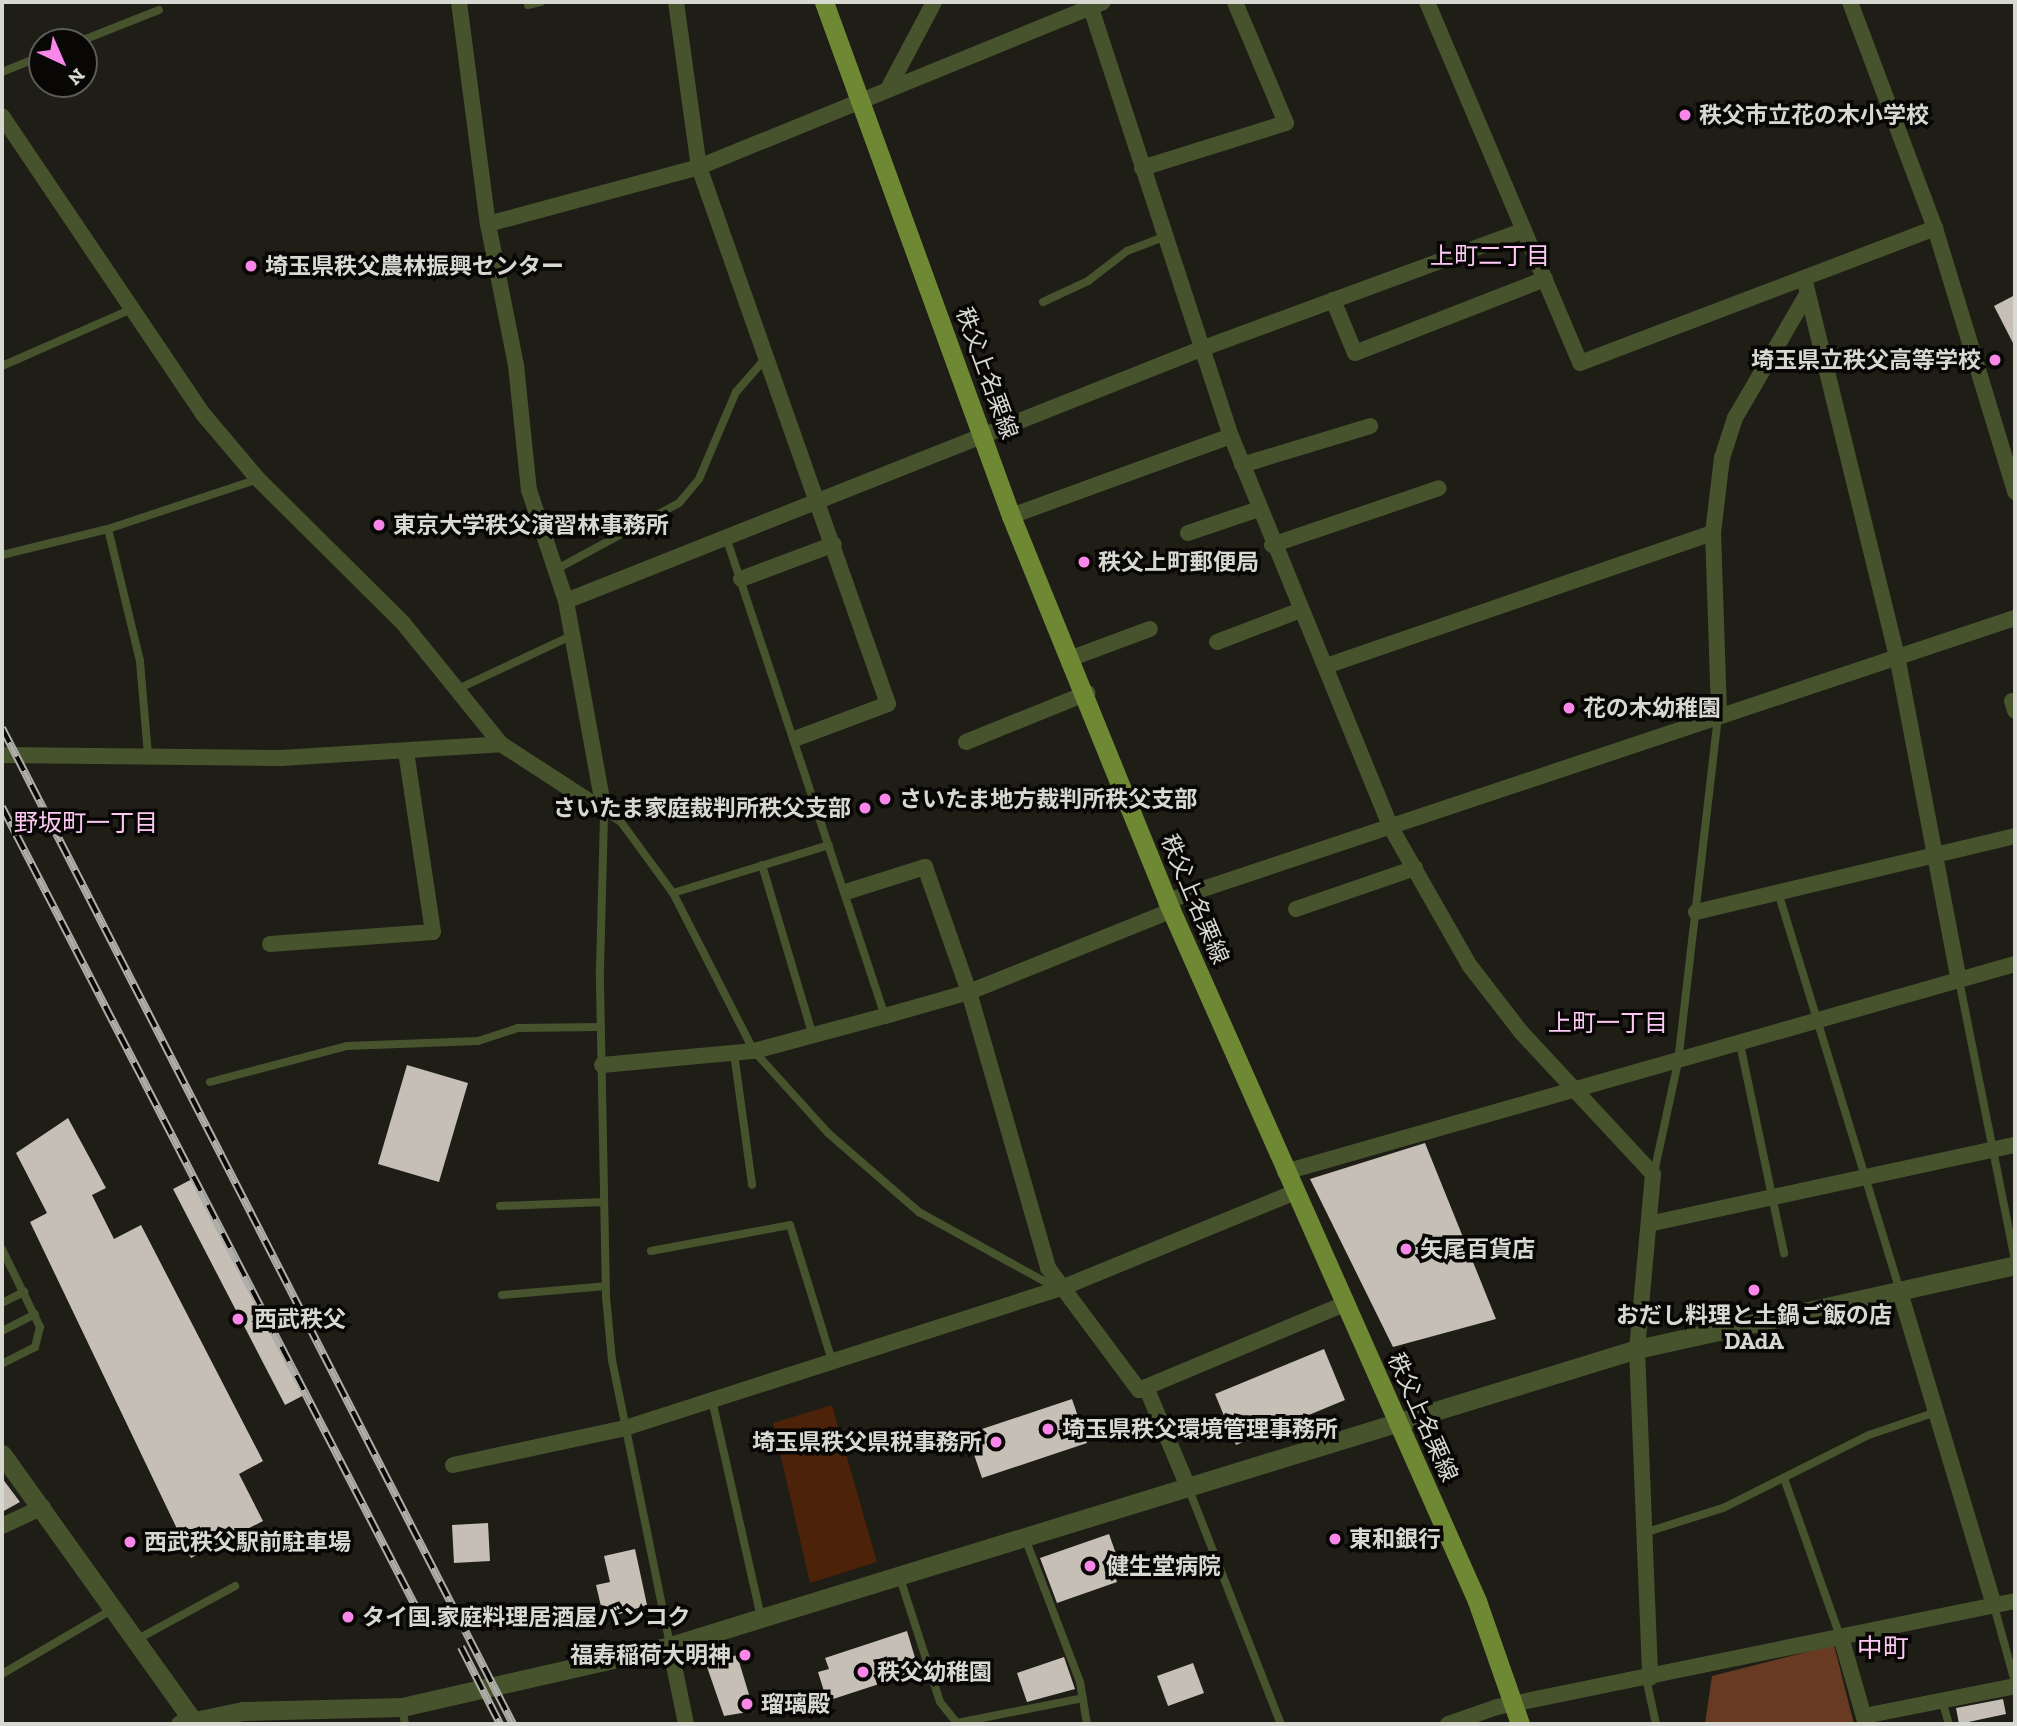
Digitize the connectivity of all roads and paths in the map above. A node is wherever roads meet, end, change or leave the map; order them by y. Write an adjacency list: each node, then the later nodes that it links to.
1 (459, 2): 20 (street)
2 (541, 2): 10 (lane)
3 (676, 2): 18 (street)
4 (824, 2): 16 (main road, 秩父上名栗線)
5 (934, 2): 15 (street)
6 (1235, 2): 19 (street)
7 (1427, 2): 22 (street)
8 (1850, 2): 21 (street)
9 (1094, 4): 15 (street); 19 (street)
10 (528, 5)
11 (159, 10): 12 (lane)
12 (98, 34)
13 (28, 62): 14 (lane)
14 (2, 72)
15 (887, 89): 16 (street)
16 (859, 100): 18 (street); 34 (main road, 秩父上名栗線)
17 (2, 116): 28 (street)
18 (699, 167): 20 (street); 30 (street)
19 (1142, 168): 23 (street)
20 (488, 224): 49 (street)
21 (1935, 228): 25 (street); 38 (street)
22 (1524, 230): 24 (street); 26 (street)
23 (1164, 237): 27 (lane); 29 (street)
24 (1545, 279): 25 (street); 26 (street)
25 (1805, 289): 44 (street); 57 (street)
26 (1332, 300): 29 (street)
27 (1043, 302)
28 (132, 309): 31 (lane); 36 (street)
29 (1201, 349): 33 (street); 34 (street)
30 (768, 356): 39 (street); 49 (lane)
31 (2, 366)
32 (1370, 426): 35 (street)
33 (1231, 436): 35 (street); 41 (street)
34 (985, 439): 39 (street); 41 (main road, 秩父上名栗線)
35 (1242, 465): 40 (street)
36 (258, 479): 42 (lane); 60 (street)
37 (1439, 488): 47 (street)
38 (2015, 492)
39 (820, 499): 45 (street); 46 (street)
40 (1259, 509): 43 (street); 47 (street)
41 (1011, 516): 58 (main road, 秩父上名栗線)
42 (108, 529): 48 (lane); 68 (lane)
43 (1188, 533)
44 (1713, 533): 59 (street); 62 (street)
45 (725, 534): 50 (lane); 51 (street)
46 (834, 544): 50 (street); 63 (street)
47 (1272, 545): 52 (street)
48 (2, 555)
49 (555, 570): 51 (street)
50 (741, 579): 63 (lane)
51 (566, 601): 55 (street)
52 (1301, 610): 56 (street); 59 (street)
53 (2015, 618): 57 (street)
54 (1150, 629): 58 (street)
55 (573, 635): 60 (lane); 69 (street)
56 (1217, 642)
57 (1897, 656): 62 (street); 73 (street)
58 (1072, 658): 61 (main road, 秩父上名栗線)
59 (1326, 666): 70 (street)
60 (460, 688): 65 (street)
61 (1087, 693): 64 (street); 79 (main road, 秩父上名栗線)
62 (1719, 712): 70 (street); 81 (lane)
63 (797, 738): 72 (lane)
64 (966, 742)
65 (501, 744): 66 (street); 69 (street)
66 (407, 752): 68 (street); 82 (street)
67 (2, 755): 68 (street)
68 (148, 755)
69 (604, 811): 78 (lane); 88 (lane)
70 (1390, 825): 75 (street); 79 (street)
71 (2015, 836): 73 (street)
72 (829, 845): 74 (lane); 76 (lane)
73 (1936, 853): 77 (street); 84 (street)
74 (762, 866): 78 (lane); 89 (lane)
75 (1415, 868): 80 (street); 96 (street)
76 (849, 891): 85 (street); 86 (lane)
77 (1778, 892): 81 (street); 87 (lane)
78 (673, 893): 91 (lane)
79 (1170, 906): 85 (street); 99 (main road, 秩父上名栗線)
80 (1296, 909)
81 (1696, 912): 93 (lane)
82 (270, 944)
83 (2015, 964): 84 (street)
84 (1959, 980): 87 (street); 98 (lane)
85 (969, 992): 86 (street); 114 (street)
86 (885, 1016): 89 (street)
87 (1821, 1020): 90 (street); 101 (lane)
88 (601, 1027): 94 (lane); 95 (lane)
89 (813, 1036): 91 (street)
90 (1740, 1044): 93 (street); 104 (lane)
91 (754, 1051): 92 (street); 114 (lane)
92 (734, 1053): 94 (street); 102 (lane)
93 (1678, 1062): 96 (street); 100 (lane)
94 (602, 1065): 105 (lane)
95 (210, 1082)
96 (1576, 1089): 99 (street); 100 (street)
97 (2015, 1145): 98 (street)
98 (1993, 1149): 101 (street); 111 (lane)
99 (1284, 1172): 103 (main road, 秩父上名栗線)
100 (1653, 1174): 107 (street)
101 (1865, 1174): 104 (street); 116 (lane)
102 (752, 1185)
103 (1293, 1193): 114 (street); 119 (main road, 秩父上名栗線)
104 (1772, 1195): 107 (street); 110 (lane)
105 (604, 1202): 106 (lane); 113 (lane)
106 (500, 1206)
107 (1653, 1223): 122 (street)
108 (2, 1249): 115 (lane)
109 (651, 1251): 123 (lane)
110 (1784, 1253)
111 (2015, 1259)
112 (2015, 1265): 116 (street)
113 (606, 1286): 117 (lane); 129 (lane)
114 (1059, 1289): 123 (street); 125 (street)
115 (24, 1292): 118 (lane); 120 (lane)
116 (1900, 1292): 122 (street); 127 (street)
117 (502, 1295)
118 (2, 1303)
119 (1347, 1303): 125 (street); 128 (main road, 秩父上名栗線)
120 (35, 1314): 121 (lane); 124 (lane)
121 (2, 1331)
122 (1637, 1349): 128 (street); 136 (street)
123 (832, 1361): 126 (street)
124 (2, 1364)
125 (1146, 1387): 133 (street)
126 (712, 1400): 129 (street); 143 (lane)
127 (1936, 1412): 132 (lane); 141 (street)
128 (1396, 1418): 133 (street); 152 (main road, 秩父上名栗線)
129 (625, 1428): 131 (street); 146 (lane)
130 (2, 1454): 134 (street)
131 (453, 1465)
132 (1785, 1481): 136 (lane); 144 (lane)
133 (1188, 1487): 137 (street); 159 (lane)
134 (43, 1507): 135 (street); 142 (street)
135 (2, 1526)
136 (1644, 1534): 148 (street)
137 (1024, 1535): 138 (street); 150 (lane)
138 (899, 1574): 143 (street); 157 (lane)
139 (236, 1586): 145 (lane)
140 (2015, 1601): 141 (street)
141 (1994, 1605): 144 (street); 149 (lane)
142 (115, 1608): 145 (street); 147 (lane)
143 (761, 1617): 146 (street)
144 (1841, 1637): 148 (street); 154 (street)
145 (136, 1640): 155 (street)
146 (670, 1646): 153 (street); 156 (street)
147 (2, 1674)
148 (1648, 1678): 152 (street); 162 (lane)
149 (2015, 1684): 151 (street)
150 (1083, 1698): 157 (lane); 158 (lane)
151 (1942, 1699): 154 (street); 163 (lane)
152 (1515, 1703): 160 (street); 161 (main road, 秩父上名栗線)
153 (403, 1716): 155 (street)
154 (1865, 1720)
155 (189, 1723)
156 (686, 1724)
157 (957, 1724)
158 (1087, 1724)
159 (1281, 1724)
160 (1448, 1724)
161 (1520, 1724)
162 (1656, 1724)
163 (1949, 1724)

----

§ **Instructions for the task**: Give an exact copy of the listing, without its pictures.

§ **Response box**:
Digitize the connectivity of all roads and paths in the map above. A node is wherever roads meet, end, change or leave the map; order them by y. Write an adjacency list: each node, then the later nodes that it links to.
1 (459, 2): 20 (street)
2 (541, 2): 10 (lane)
3 (676, 2): 18 (street)
4 (824, 2): 16 (main road, 秩父上名栗線)
5 (934, 2): 15 (street)
6 (1235, 2): 19 (street)
7 (1427, 2): 22 (street)
8 (1850, 2): 21 (street)
9 (1094, 4): 15 (street); 19 (street)
10 (528, 5)
11 (159, 10): 12 (lane)
12 (98, 34)
13 (28, 62): 14 (lane)
14 (2, 72)
15 (887, 89): 16 (street)
16 (859, 100): 18 (street); 34 (main road, 秩父上名栗線)
17 (2, 116): 28 (street)
18 (699, 167): 20 (street); 30 (street)
19 (1142, 168): 23 (street)
20 (488, 224): 49 (street)
21 (1935, 228): 25 (street); 38 (street)
22 (1524, 230): 24 (street); 26 (street)
23 (1164, 237): 27 (lane); 29 (street)
24 (1545, 279): 25 (street); 26 (street)
25 (1805, 289): 44 (street); 57 (street)
26 (1332, 300): 29 (street)
27 (1043, 302)
28 (132, 309): 31 (lane); 36 (street)
29 (1201, 349): 33 (street); 34 (street)
30 (768, 356): 39 (street); 49 (lane)
31 (2, 366)
32 (1370, 426): 35 (street)
33 (1231, 436): 35 (street); 41 (street)
34 (985, 439): 39 (street); 41 (main road, 秩父上名栗線)
35 (1242, 465): 40 (street)
36 (258, 479): 42 (lane); 60 (street)
37 (1439, 488): 47 (street)
38 (2015, 492)
39 (820, 499): 45 (street); 46 (street)
40 (1259, 509): 43 (street); 47 (street)
41 (1011, 516): 58 (main road, 秩父上名栗線)
42 (108, 529): 48 (lane); 68 (lane)
43 (1188, 533)
44 (1713, 533): 59 (street); 62 (street)
45 (725, 534): 50 (lane); 51 (street)
46 (834, 544): 50 (street); 63 (street)
47 (1272, 545): 52 (street)
48 (2, 555)
49 (555, 570): 51 (street)
50 (741, 579): 63 (lane)
51 (566, 601): 55 (street)
52 (1301, 610): 56 (street); 59 (street)
53 (2015, 618): 57 (street)
54 (1150, 629): 58 (street)
55 (573, 635): 60 (lane); 69 (street)
56 (1217, 642)
57 (1897, 656): 62 (street); 73 (street)
58 (1072, 658): 61 (main road, 秩父上名栗線)
59 (1326, 666): 70 (street)
60 (460, 688): 65 (street)
61 (1087, 693): 64 (street); 79 (main road, 秩父上名栗線)
62 (1719, 712): 70 (street); 81 (lane)
63 (797, 738): 72 (lane)
64 (966, 742)
65 (501, 744): 66 (street); 69 (street)
66 (407, 752): 68 (street); 82 (street)
67 (2, 755): 68 (street)
68 (148, 755)
69 (604, 811): 78 (lane); 88 (lane)
70 (1390, 825): 75 (street); 79 (street)
71 (2015, 836): 73 (street)
72 (829, 845): 74 (lane); 76 (lane)
73 (1936, 853): 77 (street); 84 (street)
74 (762, 866): 78 (lane); 89 (lane)
75 (1415, 868): 80 (street); 96 (street)
76 (849, 891): 85 (street); 86 (lane)
77 (1778, 892): 81 (street); 87 (lane)
78 (673, 893): 91 (lane)
79 (1170, 906): 85 (street); 99 (main road, 秩父上名栗線)
80 (1296, 909)
81 (1696, 912): 93 (lane)
82 (270, 944)
83 (2015, 964): 84 (street)
84 (1959, 980): 87 (street); 98 (lane)
85 (969, 992): 86 (street); 114 (street)
86 (885, 1016): 89 (street)
87 (1821, 1020): 90 (street); 101 (lane)
88 (601, 1027): 94 (lane); 95 (lane)
89 (813, 1036): 91 (street)
90 (1740, 1044): 93 (street); 104 (lane)
91 (754, 1051): 92 (street); 114 (lane)
92 (734, 1053): 94 (street); 102 (lane)
93 (1678, 1062): 96 (street); 100 (lane)
94 (602, 1065): 105 (lane)
95 (210, 1082)
96 (1576, 1089): 99 (street); 100 (street)
97 (2015, 1145): 98 (street)
98 (1993, 1149): 101 (street); 111 (lane)
99 (1284, 1172): 103 (main road, 秩父上名栗線)
100 (1653, 1174): 107 (street)
101 (1865, 1174): 104 (street); 116 (lane)
102 (752, 1185)
103 (1293, 1193): 114 (street); 119 (main road, 秩父上名栗線)
104 (1772, 1195): 107 (street); 110 (lane)
105 (604, 1202): 106 (lane); 113 (lane)
106 (500, 1206)
107 (1653, 1223): 122 (street)
108 (2, 1249): 115 (lane)
109 (651, 1251): 123 (lane)
110 (1784, 1253)
111 (2015, 1259)
112 (2015, 1265): 116 (street)
113 (606, 1286): 117 (lane); 129 (lane)
114 (1059, 1289): 123 (street); 125 (street)
115 (24, 1292): 118 (lane); 120 (lane)
116 (1900, 1292): 122 (street); 127 (street)
117 (502, 1295)
118 (2, 1303)
119 (1347, 1303): 125 (street); 128 (main road, 秩父上名栗線)
120 (35, 1314): 121 (lane); 124 (lane)
121 (2, 1331)
122 (1637, 1349): 128 (street); 136 (street)
123 (832, 1361): 126 (street)
124 (2, 1364)
125 (1146, 1387): 133 (street)
126 (712, 1400): 129 (street); 143 (lane)
127 (1936, 1412): 132 (lane); 141 (street)
128 (1396, 1418): 133 (street); 152 (main road, 秩父上名栗線)
129 (625, 1428): 131 (street); 146 (lane)
130 (2, 1454): 134 (street)
131 (453, 1465)
132 (1785, 1481): 136 (lane); 144 (lane)
133 (1188, 1487): 137 (street); 159 (lane)
134 (43, 1507): 135 (street); 142 (street)
135 (2, 1526)
136 (1644, 1534): 148 (street)
137 (1024, 1535): 138 (street); 150 (lane)
138 (899, 1574): 143 (street); 157 (lane)
139 (236, 1586): 145 (lane)
140 (2015, 1601): 141 (street)
141 (1994, 1605): 144 (street); 149 (lane)
142 (115, 1608): 145 (street); 147 (lane)
143 (761, 1617): 146 (street)
144 (1841, 1637): 148 (street); 154 (street)
145 (136, 1640): 155 (street)
146 (670, 1646): 153 (street); 156 (street)
147 (2, 1674)
148 (1648, 1678): 152 (street); 162 (lane)
149 (2015, 1684): 151 (street)
150 (1083, 1698): 157 (lane); 158 (lane)
151 (1942, 1699): 154 (street); 163 (lane)
152 (1515, 1703): 160 (street); 161 (main road, 秩父上名栗線)
153 (403, 1716): 155 (street)
154 (1865, 1720)
155 (189, 1723)
156 (686, 1724)
157 (957, 1724)
158 (1087, 1724)
159 (1281, 1724)
160 (1448, 1724)
161 (1520, 1724)
162 (1656, 1724)
163 (1949, 1724)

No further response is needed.